Sadece evlilik karım sıfatı ile Duru'yu onlardan ayırmıştı. Duru sinirle güldü. Bu sıfat değer mi katıyordu şimdi Duru'ya yoksa daha da basitleştiriyor muydu?
****
Gözde Duru'nun salona gelip kum torbaları ile hesaplaşmasına yumruklaşmasına kendini boşaltmasına izin vermiş ve üzerine gitmeyip uzaktan kontrol ediyordu.
Gücünün tükenmesine rağmen yumruklardan vazgeçmeyen arkadaşına doğru yürüdü. Bu kadar dayanması bile imkansızdı. Sabah Serkan'a bir yumruk atabilmek için yalvarmasına rağmen yanında götürmemişti.
"Bal yanak almadın mı hırsını daha."
Duru alnında ki teri elinin tersi ile silerken Gözde'ye baktı. Hepsini Serkan'a geçirmek istiyorum.
"Ama yapmadın." Diye gülümsedi Gözde. Zaten yapmayacağını biliyordu. Asla yapmazdı.
"Yapmadım." Deyip tekrar yumruklar serileşti. Gözde onun bu haline bıyık altından gülüyordu. Kum torbasına yumruk atmak kim Duru kim?

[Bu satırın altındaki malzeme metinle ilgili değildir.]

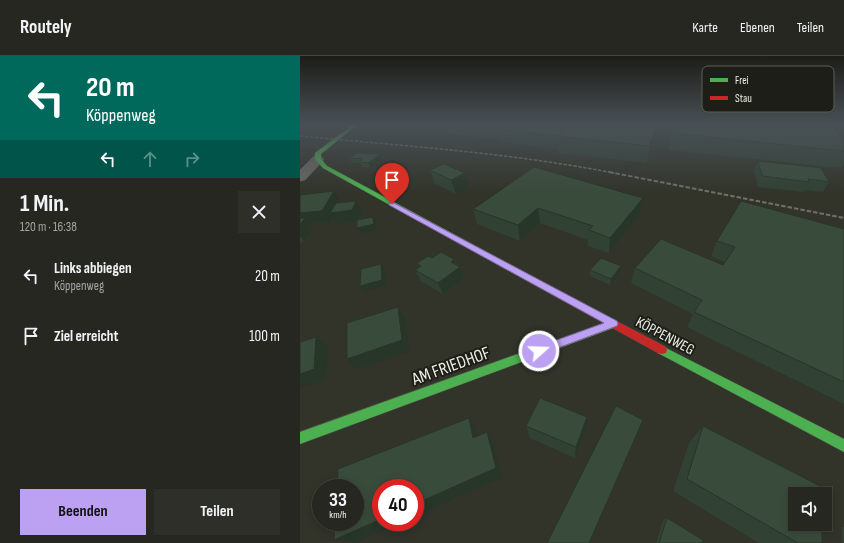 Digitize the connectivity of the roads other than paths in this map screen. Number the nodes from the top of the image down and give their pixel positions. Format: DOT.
graph roads {
  1 [pos="328,148"];
  2 [pos="320,154"];
  3 [pos="300,178"];
  4 [pos="613,324"];
  5 [pos="300,438"];
  6 [pos="844,446"];
  1 -- 2 [label="street"];
  2 -- 3 [label="street"];
  2 -- 4 [label="street, KÖPPENWEG"];
  4 -- 5 [label="street, AM FRIEDHOF"];
  4 -- 6 [label="street, KÖPPENWEG"];
}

Nitekim olay torba ile savaşa dönmüş Duru mu torbayı Torba mı duru'yu haşat etmişti?sonucunda torba hep öndeydi. Gözde Torba ile Duru'nun arsına girdi ve o sırada Duru'dan yola çıkan yumruktan ani bir refleksle sıyırdı ve Duru'nun eli Torba da kaldı.
Göz göze bakıyorlardı şuanda. Gözde şirin şirin sırıttı.
"Bence yeter bu kadar."
"Serkan ölünceye kadar yetmez." Dedi Duru.
Gözde gülümsedi.
"Bebeğim ama o bir kum torbası ve teorik olarak ölemez çünkü zaten yaşamıyor."

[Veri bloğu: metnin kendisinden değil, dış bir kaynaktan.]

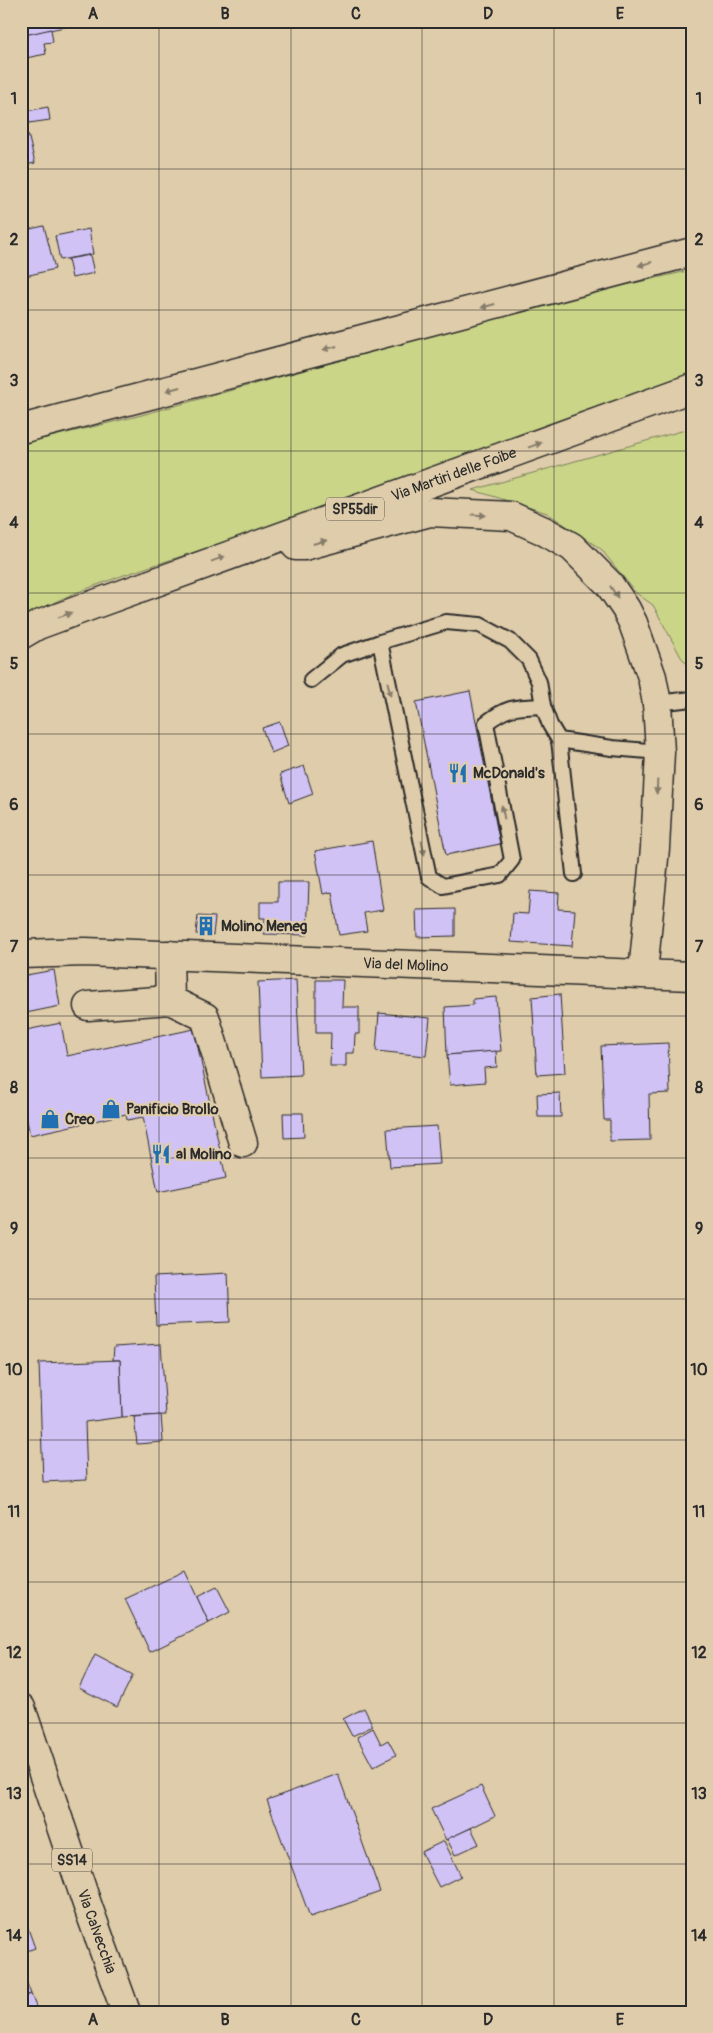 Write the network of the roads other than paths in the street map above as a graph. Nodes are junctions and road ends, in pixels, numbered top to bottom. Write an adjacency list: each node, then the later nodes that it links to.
1 (692, 252): 3 (main road, one-way to 3)
2 (692, 388): 4 (main road, Via Martiri delle Foibe / SP55dir, one-way to 2)
3 (21, 429)
4 (254, 546): 5 (main road, Via Martiri delle Foibe / SP55dir, one-way to 4); 9 (main road, one-way to 9)
5 (21, 635)
6 (380, 642): 7 (lane); 10 (lane); 10 (lane, one-way to 10)
7 (311, 680)
8 (692, 699): 9 (lane)
9 (656, 703): 12 (main road)
10 (543, 706): 11 (lane)
11 (559, 740): 12 (lane); 13 (lane)
12 (660, 752): 16 (main road, one-way to 16)
13 (574, 874)
14 (21, 954): 15 (main road, Via del Molino)
15 (170, 955): 16 (main road, Via del Molino); 18 (main road)
16 (643, 973): 17 (main road, Via del Molino)
17 (692, 976)
18 (170, 1000): 19 (main road); 20 (main road)
19 (88, 1006)
20 (243, 1143)
21 (21, 1708): 22 (main road, Via Calvecchia / SS14)
22 (126, 2012)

"Aman ne güzel." Dedi Duru ve anlatmaya koyuldu.
"Hiçbir şey yapamadım Gözde. Ne hesap sorabildim ne de suratının ortasına bir yumruk. Tek yaptığım yüzüğü fırlatmak ve ittirip gelmek oldu."
"Şahane sabah ki seni örgütleme enerjim boşuna gitmiş. Cici kız sitilinden çıkmamışsın."
"Vurmam gerekirdi dimi?" dedi Duru.
"Bebeğim ne vurması ona bazı uzuvlarına sonsuza kadar veda edecek bir tekme çakman lazımdı."
Duru sıkıntı ile yüzünü buruşturdu.
"Aman boş ver tekme için de yumruk için de bolca vaktin olacak. Ne de olsa serkan kapında yatma planlarına çoktan koyulmuştur."
Duru bütün kararlılığı ile mırıldandı,
"Onu asla affetmiycem."
Gözde mutlulukla şakıdı.
"Bence en büyük intikam bu olur o pezevenge. "
"Ya da sonsuza kadar özgürlük." Dedi Duru.
Gözde havlu'yu arkadaşına fırlatırken sıkıntılı söylendi,
"Sen de aldatılıp başka kadınlarla günün gün etsin triplerine gireceksen kendimi keserim"
Duru'nun günlerdir kafasında çevirdiği ve asla kabullenemeyeceği duygulardan birisi de buydu. Asla ama asla Serkan kendisine bir daha dokunamazdı. Bu düşünce bile midesini alt üst edip öğürmek istemesini sağlıyordu.
"Asla bir daha bana dokunamaz." Dedi net bir şekilde.
Gözde göz kırptı,
"Harika! O zaman beni takip et."
"Nereye?."
" o sikindirik Serkandan kurtulmayi kutlama partisine." Dedi.
Duru'nun en son yapacağı şey aldatılmış ve boynuzları arşa kadar çıkmışken eğlenmekti.
"Eve gitsek." Dedi.
Gözde,
"Hayatta olmaz. Bir haftadır evde bana nöbet tutturuyorsun. Senin benim enerjime ihtiyacın var içeceğiz unutacağız ve siktir edeceğiz."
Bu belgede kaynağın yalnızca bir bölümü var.